And then you bring in this idea of a distributed system where well, the accountability’s a little fuzzy, right, it’s actually the crowd that’s sort of accountable, and through some mechanism it just simply works. It’s an education problem but it’s also, I think we have to think … And it’s probably the burdens more on the industry to bring ideas to regulators to say, “Here’s how I think you could regulate this.” Now, a lot of it is really what Chainalysis does, right? As we’re talking about it in this conferences is it’s how do we bring intelligence to regulators so they can effectively sort of see what’s going on?
Ian:
I mean, that’s such a great point about the shift in concept and understanding, right?
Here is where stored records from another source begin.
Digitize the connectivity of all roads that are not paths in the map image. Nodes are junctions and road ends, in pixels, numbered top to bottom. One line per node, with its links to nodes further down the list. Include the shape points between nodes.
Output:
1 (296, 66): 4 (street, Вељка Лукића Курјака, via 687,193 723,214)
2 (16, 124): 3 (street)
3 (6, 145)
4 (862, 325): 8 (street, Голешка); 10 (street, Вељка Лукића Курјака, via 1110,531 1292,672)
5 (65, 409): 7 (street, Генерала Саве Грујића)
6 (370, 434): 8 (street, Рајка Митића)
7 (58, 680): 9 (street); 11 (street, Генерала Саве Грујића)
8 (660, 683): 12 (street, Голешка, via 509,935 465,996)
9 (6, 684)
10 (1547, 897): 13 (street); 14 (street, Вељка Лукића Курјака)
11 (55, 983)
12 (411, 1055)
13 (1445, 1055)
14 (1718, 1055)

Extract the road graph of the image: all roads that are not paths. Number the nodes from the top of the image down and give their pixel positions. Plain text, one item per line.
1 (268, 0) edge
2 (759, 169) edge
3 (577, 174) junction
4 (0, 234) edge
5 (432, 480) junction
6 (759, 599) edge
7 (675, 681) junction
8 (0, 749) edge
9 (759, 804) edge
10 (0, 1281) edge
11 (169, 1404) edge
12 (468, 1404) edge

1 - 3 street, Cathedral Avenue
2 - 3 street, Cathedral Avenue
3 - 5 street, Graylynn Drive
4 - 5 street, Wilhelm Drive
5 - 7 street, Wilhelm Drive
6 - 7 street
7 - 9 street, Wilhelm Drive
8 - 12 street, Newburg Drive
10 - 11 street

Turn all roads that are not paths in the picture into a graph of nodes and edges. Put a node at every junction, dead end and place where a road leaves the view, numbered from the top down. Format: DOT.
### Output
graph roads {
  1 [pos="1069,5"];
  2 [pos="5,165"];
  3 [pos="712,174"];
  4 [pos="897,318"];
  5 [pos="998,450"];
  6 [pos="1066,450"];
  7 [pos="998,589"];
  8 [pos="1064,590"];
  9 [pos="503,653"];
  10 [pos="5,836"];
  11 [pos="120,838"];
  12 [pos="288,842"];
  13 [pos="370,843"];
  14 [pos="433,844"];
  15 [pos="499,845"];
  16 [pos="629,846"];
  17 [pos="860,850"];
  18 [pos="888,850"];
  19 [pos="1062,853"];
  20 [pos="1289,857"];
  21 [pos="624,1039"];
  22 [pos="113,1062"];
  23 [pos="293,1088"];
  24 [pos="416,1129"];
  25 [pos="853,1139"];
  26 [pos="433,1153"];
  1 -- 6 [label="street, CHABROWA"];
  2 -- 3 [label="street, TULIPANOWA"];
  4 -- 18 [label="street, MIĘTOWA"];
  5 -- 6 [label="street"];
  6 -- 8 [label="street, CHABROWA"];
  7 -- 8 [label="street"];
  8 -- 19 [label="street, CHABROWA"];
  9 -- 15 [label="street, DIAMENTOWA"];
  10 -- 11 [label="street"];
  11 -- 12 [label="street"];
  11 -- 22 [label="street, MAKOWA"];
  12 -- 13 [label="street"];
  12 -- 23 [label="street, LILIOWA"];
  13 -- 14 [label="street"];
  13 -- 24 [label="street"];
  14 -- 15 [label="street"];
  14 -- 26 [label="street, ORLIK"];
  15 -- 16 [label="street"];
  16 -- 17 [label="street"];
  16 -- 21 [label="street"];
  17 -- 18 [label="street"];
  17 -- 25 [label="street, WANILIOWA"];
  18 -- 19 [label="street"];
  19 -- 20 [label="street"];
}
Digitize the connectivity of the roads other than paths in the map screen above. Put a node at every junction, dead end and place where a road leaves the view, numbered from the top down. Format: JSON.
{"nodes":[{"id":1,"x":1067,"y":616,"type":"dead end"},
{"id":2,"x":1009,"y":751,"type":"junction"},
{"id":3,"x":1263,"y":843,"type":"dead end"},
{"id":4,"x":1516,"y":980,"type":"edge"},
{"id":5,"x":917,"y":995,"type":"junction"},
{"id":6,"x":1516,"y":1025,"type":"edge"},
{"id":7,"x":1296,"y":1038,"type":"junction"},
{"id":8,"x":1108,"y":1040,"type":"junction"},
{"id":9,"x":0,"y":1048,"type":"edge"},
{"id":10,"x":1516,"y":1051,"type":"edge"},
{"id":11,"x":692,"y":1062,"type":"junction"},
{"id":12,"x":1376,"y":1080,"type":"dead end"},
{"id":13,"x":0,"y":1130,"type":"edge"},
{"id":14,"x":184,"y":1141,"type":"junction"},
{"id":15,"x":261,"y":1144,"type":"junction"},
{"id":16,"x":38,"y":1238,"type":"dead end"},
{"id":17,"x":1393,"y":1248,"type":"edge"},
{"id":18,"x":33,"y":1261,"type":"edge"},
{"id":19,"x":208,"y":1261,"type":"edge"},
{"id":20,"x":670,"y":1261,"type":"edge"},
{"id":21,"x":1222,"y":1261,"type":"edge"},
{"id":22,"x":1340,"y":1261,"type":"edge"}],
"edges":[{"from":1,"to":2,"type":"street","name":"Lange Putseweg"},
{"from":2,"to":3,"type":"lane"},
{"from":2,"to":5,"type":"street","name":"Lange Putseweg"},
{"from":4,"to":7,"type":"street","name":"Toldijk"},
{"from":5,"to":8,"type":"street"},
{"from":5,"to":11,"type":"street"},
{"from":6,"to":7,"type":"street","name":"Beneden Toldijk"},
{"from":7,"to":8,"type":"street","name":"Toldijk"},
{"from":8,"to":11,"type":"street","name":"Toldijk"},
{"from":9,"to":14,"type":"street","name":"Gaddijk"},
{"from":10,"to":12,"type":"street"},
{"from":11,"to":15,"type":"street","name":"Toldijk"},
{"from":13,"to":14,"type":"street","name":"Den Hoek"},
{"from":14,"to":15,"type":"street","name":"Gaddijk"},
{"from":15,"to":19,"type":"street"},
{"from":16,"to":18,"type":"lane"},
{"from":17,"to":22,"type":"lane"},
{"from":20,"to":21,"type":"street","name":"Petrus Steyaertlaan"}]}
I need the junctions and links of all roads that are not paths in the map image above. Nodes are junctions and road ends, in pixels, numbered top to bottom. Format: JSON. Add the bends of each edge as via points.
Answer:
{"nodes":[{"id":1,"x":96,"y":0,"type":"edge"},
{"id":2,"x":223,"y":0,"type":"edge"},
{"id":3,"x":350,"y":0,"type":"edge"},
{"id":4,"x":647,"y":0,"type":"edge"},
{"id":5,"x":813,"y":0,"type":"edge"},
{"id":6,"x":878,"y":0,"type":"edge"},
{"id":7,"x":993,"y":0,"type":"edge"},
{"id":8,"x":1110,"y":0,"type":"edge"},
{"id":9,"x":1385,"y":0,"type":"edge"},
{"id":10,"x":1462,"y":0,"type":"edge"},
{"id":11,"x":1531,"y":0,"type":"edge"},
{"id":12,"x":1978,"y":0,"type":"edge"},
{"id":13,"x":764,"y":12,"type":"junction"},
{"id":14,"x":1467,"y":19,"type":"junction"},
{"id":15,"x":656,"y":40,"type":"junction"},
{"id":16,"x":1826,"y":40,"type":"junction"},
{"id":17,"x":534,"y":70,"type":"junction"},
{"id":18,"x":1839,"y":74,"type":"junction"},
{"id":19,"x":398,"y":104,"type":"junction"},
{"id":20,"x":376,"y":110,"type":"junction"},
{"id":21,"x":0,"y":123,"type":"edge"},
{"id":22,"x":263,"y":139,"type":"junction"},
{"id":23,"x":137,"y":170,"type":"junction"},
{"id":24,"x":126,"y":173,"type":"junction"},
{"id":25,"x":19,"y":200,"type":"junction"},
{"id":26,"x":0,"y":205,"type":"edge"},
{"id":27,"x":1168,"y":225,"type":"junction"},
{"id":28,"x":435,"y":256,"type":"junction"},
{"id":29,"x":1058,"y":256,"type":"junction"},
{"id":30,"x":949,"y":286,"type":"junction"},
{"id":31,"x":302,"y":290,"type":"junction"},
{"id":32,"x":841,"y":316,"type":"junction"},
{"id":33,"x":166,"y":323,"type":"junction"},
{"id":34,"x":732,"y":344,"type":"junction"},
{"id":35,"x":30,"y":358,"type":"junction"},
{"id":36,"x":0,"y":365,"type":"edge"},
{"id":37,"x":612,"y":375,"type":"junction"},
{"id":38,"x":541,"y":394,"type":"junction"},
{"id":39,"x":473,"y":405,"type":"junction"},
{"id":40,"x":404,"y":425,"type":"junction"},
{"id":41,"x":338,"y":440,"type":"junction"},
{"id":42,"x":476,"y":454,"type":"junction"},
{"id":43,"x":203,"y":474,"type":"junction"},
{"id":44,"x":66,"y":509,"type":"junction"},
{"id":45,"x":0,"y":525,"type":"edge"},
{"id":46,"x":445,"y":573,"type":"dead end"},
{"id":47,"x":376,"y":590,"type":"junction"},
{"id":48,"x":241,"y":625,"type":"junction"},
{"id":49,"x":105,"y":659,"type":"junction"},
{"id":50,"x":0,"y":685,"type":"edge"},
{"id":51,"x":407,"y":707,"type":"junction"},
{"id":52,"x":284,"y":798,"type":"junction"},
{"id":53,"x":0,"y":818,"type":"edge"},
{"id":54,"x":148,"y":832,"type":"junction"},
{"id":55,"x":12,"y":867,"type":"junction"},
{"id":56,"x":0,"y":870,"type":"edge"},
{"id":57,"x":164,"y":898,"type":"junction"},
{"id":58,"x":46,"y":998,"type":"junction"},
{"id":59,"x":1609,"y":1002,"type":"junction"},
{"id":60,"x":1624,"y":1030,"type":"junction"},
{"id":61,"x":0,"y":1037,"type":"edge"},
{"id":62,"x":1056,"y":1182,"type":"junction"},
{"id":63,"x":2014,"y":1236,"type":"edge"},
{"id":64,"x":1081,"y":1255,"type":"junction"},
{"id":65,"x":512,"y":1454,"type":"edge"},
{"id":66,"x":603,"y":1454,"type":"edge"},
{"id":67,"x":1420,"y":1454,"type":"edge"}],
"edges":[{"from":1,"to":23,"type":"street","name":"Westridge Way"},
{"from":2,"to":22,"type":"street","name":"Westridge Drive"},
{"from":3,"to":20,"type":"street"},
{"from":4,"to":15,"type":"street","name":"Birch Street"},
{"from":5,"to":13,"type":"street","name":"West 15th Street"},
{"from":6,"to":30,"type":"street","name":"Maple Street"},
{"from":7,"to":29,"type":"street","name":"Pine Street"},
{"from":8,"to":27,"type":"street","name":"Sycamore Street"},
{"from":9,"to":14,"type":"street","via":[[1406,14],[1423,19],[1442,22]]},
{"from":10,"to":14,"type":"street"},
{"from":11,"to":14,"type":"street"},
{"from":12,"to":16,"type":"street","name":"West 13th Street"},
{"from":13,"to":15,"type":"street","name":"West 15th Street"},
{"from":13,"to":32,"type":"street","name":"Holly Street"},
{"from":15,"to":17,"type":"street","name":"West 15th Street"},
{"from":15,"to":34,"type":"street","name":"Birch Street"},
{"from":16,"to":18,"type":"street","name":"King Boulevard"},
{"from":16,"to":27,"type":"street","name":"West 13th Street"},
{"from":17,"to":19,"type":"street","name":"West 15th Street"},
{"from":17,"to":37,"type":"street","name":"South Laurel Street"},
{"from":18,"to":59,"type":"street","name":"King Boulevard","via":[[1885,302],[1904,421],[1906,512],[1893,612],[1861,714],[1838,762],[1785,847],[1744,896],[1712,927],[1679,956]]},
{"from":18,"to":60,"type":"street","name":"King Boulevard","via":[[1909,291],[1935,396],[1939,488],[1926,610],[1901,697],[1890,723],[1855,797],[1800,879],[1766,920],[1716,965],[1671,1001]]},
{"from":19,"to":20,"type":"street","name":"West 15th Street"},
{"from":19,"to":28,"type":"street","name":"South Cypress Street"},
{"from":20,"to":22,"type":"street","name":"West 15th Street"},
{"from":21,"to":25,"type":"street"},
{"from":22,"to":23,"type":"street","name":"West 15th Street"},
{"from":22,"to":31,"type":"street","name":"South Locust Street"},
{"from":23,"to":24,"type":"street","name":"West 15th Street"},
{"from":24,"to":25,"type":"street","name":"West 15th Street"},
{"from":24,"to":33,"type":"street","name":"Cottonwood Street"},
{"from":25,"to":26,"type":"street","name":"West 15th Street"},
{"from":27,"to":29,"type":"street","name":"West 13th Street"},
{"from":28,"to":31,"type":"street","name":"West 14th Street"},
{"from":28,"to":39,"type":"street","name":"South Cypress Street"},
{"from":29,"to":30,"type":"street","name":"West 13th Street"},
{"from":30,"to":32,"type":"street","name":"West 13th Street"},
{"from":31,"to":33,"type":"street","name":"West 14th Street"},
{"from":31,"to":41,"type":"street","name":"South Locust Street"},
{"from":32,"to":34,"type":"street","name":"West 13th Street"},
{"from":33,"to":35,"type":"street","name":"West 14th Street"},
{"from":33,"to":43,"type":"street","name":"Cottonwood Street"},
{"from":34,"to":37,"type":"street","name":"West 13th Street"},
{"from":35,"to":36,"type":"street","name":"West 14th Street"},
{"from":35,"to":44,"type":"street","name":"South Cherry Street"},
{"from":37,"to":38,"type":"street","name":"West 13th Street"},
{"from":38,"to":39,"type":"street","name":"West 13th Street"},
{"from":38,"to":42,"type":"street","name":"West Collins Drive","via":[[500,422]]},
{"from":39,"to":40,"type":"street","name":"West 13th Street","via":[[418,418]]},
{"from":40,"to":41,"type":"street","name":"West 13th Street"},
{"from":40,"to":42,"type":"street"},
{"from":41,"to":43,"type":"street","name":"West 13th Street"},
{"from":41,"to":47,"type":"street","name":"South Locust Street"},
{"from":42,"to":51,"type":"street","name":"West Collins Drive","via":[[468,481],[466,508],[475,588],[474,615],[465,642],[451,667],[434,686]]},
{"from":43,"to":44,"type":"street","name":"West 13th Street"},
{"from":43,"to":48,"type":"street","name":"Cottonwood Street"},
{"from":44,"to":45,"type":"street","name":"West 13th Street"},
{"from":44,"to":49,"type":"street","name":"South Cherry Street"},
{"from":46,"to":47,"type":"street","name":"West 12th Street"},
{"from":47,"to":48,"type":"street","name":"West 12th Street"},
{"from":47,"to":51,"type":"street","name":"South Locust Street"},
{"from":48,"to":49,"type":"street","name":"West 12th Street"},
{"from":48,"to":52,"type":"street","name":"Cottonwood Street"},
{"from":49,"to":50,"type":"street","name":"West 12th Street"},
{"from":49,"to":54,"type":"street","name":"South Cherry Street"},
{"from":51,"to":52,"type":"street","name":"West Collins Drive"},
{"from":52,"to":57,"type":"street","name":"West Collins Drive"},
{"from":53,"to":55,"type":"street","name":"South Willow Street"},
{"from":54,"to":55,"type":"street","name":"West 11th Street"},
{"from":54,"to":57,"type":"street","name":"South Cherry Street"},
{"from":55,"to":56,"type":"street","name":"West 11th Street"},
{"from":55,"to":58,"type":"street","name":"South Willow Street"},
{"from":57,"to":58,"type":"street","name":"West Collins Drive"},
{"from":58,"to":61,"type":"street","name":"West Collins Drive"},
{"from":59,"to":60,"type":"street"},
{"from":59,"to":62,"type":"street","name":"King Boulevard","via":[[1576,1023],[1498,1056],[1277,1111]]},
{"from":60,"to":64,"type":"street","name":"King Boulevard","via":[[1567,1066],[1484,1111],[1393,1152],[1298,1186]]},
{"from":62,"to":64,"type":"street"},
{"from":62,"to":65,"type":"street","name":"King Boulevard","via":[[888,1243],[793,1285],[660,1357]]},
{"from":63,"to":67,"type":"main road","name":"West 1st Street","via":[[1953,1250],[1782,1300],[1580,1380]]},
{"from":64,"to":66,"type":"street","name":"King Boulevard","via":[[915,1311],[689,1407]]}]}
I think decentralization is thrown around in this space as a … There is direct value in decentralization. I think that may be a little bit misleading to people. It’s like well, no, we have institutions because of lessons learned in the past, right, which is when you have no one that is directly responsible and accountable bad things can happen. Your money’s not in the bank when you go to withdraw it, right, to draw a very simple example. If we look at the crypto ecosystem over the last few years we sort of have arrived at almost crypto institutions, very big exchanges that dominates the landscape of how most people interact and engage with crypto. But we have this DeFi ecosystem that’s really pushing the boundary of no middleman, self sovereignty in terms of investment and borrowing. Do you see that as the continuing growth area, or do you think we end up with an institutional layer wrapper in DeFi and that becomes more of a backend infrastructure?
Tim:
I do see potential in DeFi. We’ve got to somehow figure out a regulatory regime so that DeFi can become accepted and legal. If it ends up being a centralized-only regime we would’ve significantly muted the value, right? To your point, there’s tremendous value in these decentralized systems. We need to do a little more thinking about what are the governance models in decentralized systems so that they can stay sufficiently decentralized. There’s still a little bit of wonkiness relative to how some governance decisions get made in decentralized systems, and they’re certainly subject in some cases to sort of undue influence from some quarters. And particularly when the enterprise is small it can be influenced by big dollars sort of buying their way into governance tokens, things like that. There’s still a ways to go. And I really hope that we have this marriage of some centralized institutions participating actively and working with DeFi institutions.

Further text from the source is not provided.